Second, Shantideva was a Prasangika. This is his view of emptiness that neither persons nor phenomena exist inherently. They do exist conventionally. Prasangika also posit that conventional valid cognizers in the continuum of ordinary beings are valid with regard to the entity of the thing, but mistaken with regard to the mode of existence of said things. This all helps you understand that we do not negate conventions.

Third, Gyaltsab Je wrote a Prasangika commentary to Shantideva. He explains verse 9.75 as follows:

Gyaltsab Je: Realist: If there is absolutely no inherently existing person, then, as there is no focal object for compassion, for whom should one practice meditation on compassion? Madhyamaka: If there is no inherently existing person, then it follows there is no such fault that the focal object of compassion is non-existent, because that nominally existing sentient being, labelled by mental darkness, which is accepted for the purpose of achieving the result of liberation, is valid to be the focal object of compassion.

While part of his commentary on verse 9.76 says:

The opponent says that if sentient beings do not exist inherently they do not exist at all. The question is that if sentient beings do not exist, who would experience the result of meditation on compassion that is buddhahood? It is clear that the object of observation as well as the result of the meditation on compassion do not exist truly, but the problem as posited by the opponent does not exist for us, in that sentient beings still exist conventionally, and therefore conventionally it makes sense to meditate on compassion.

Now, to answer your questions more directly:

1) Sentient beings do not exist They do not exist inherently (or truly), they do exist conventionally. A valid eye consciousness apprehending a person is valid with regard to the entity of the thing. Compassion towards a person is valid with regard to the entity of the thing as well. Compassion towards a unicorn, however, is not.

2)For one to be compassionate he has to be deluded to believe that sentient beings exist. No. For one to be compassionate, he has to have some sort of insight into the four noble truths. Also, he who believes that sentient beings are utterly non-existent is deluded. So is he who believes they exist inherently (which is the whole topic here).

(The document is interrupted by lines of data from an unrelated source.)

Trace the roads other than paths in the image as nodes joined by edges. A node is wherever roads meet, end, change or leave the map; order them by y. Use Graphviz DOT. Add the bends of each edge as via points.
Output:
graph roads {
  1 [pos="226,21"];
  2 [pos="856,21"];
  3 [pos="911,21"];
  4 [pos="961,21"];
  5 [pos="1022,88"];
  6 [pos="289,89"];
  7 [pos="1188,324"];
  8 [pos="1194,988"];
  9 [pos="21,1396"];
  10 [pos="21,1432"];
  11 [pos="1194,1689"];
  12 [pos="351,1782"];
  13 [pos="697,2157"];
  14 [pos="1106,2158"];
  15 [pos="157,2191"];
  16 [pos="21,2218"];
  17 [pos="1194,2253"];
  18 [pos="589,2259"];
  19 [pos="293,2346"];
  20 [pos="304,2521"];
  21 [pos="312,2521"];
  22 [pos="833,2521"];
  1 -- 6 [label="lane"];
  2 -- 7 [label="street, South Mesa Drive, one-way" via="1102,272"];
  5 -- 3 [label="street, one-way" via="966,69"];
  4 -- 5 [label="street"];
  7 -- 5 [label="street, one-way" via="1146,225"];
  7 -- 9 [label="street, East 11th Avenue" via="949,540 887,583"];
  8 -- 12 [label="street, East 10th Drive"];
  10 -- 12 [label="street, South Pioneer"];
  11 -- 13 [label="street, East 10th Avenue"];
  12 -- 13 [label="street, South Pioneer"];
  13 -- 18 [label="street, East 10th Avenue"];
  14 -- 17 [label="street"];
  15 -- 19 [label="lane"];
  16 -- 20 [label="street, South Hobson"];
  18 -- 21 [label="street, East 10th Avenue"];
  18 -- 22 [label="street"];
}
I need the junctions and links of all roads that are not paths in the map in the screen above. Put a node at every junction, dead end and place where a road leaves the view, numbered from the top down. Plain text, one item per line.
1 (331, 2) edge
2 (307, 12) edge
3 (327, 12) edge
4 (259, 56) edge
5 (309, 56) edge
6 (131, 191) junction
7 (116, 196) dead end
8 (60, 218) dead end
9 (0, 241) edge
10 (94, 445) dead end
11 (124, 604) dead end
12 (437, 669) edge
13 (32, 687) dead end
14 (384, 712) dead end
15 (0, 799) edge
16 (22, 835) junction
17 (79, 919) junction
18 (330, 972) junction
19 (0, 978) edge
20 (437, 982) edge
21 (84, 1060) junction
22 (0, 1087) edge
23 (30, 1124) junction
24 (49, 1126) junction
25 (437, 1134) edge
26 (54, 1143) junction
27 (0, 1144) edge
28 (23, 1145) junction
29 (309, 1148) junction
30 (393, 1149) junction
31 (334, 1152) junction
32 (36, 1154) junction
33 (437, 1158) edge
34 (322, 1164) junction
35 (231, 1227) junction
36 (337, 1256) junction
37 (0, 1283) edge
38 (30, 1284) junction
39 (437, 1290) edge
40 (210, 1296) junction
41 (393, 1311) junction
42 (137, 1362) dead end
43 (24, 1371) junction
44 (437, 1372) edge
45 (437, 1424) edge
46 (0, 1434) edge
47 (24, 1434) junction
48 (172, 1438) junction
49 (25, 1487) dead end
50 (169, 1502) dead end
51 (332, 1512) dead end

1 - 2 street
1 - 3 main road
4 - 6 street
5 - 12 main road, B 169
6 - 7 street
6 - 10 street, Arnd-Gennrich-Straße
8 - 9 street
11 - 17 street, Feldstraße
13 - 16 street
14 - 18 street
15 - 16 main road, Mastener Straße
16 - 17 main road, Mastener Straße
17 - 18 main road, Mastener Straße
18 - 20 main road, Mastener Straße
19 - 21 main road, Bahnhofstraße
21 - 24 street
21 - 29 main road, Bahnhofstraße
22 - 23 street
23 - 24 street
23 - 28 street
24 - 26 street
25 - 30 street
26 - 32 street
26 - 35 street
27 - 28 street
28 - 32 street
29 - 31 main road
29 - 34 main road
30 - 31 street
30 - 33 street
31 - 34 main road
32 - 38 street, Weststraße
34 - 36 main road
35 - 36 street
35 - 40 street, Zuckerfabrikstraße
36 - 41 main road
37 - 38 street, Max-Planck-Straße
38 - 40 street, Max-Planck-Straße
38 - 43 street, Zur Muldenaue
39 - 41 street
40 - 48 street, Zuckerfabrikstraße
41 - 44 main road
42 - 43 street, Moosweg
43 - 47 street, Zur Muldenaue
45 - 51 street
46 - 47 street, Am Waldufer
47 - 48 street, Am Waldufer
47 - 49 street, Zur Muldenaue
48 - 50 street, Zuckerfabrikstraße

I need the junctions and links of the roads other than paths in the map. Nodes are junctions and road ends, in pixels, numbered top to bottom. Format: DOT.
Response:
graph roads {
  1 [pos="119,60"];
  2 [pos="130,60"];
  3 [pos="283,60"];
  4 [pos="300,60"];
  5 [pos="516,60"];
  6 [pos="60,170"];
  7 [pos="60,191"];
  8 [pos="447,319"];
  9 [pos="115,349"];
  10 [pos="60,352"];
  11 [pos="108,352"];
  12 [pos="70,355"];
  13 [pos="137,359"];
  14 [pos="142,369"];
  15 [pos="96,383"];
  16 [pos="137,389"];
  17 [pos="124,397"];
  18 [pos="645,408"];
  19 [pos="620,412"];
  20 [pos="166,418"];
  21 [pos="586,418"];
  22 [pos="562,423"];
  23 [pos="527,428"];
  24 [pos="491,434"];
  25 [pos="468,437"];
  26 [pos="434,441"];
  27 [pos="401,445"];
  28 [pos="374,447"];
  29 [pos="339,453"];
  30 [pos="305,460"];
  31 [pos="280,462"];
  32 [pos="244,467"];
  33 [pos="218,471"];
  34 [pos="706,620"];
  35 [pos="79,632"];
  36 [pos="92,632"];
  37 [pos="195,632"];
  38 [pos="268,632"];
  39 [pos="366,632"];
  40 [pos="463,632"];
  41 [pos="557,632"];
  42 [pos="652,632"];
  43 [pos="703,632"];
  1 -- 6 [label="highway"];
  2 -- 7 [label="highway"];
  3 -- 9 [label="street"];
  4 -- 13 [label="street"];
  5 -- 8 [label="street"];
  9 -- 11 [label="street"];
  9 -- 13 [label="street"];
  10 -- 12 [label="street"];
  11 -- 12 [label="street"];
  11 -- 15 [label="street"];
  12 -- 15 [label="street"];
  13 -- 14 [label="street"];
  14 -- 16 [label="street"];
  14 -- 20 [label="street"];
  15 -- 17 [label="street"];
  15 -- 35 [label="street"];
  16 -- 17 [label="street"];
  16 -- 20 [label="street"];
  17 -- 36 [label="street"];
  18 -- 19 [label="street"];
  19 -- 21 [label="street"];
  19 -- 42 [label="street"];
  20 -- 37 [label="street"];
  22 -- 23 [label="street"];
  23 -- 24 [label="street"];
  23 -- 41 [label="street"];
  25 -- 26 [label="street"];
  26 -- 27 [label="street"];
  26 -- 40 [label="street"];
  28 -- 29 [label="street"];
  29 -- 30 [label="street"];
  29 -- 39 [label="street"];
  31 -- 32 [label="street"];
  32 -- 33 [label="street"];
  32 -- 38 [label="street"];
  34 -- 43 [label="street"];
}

3)Compassion itself is a delusion It is not, because a delusion is never valid with regard to the entity of the thing. For instance, anger does not engage its object correctly. The object [of engagement] of anger is as non-existent as a unicorn. In addition, delusions take away the peace of the mind (it's their definition) and superimpose.

4)One should remain deluded to alleviate the nonexisting suffering of nonexisting sentient beings. This is not the case, since the conventionally existent buddhas do alleviate the conventionally existing suffering of conventionally existent sentient beings.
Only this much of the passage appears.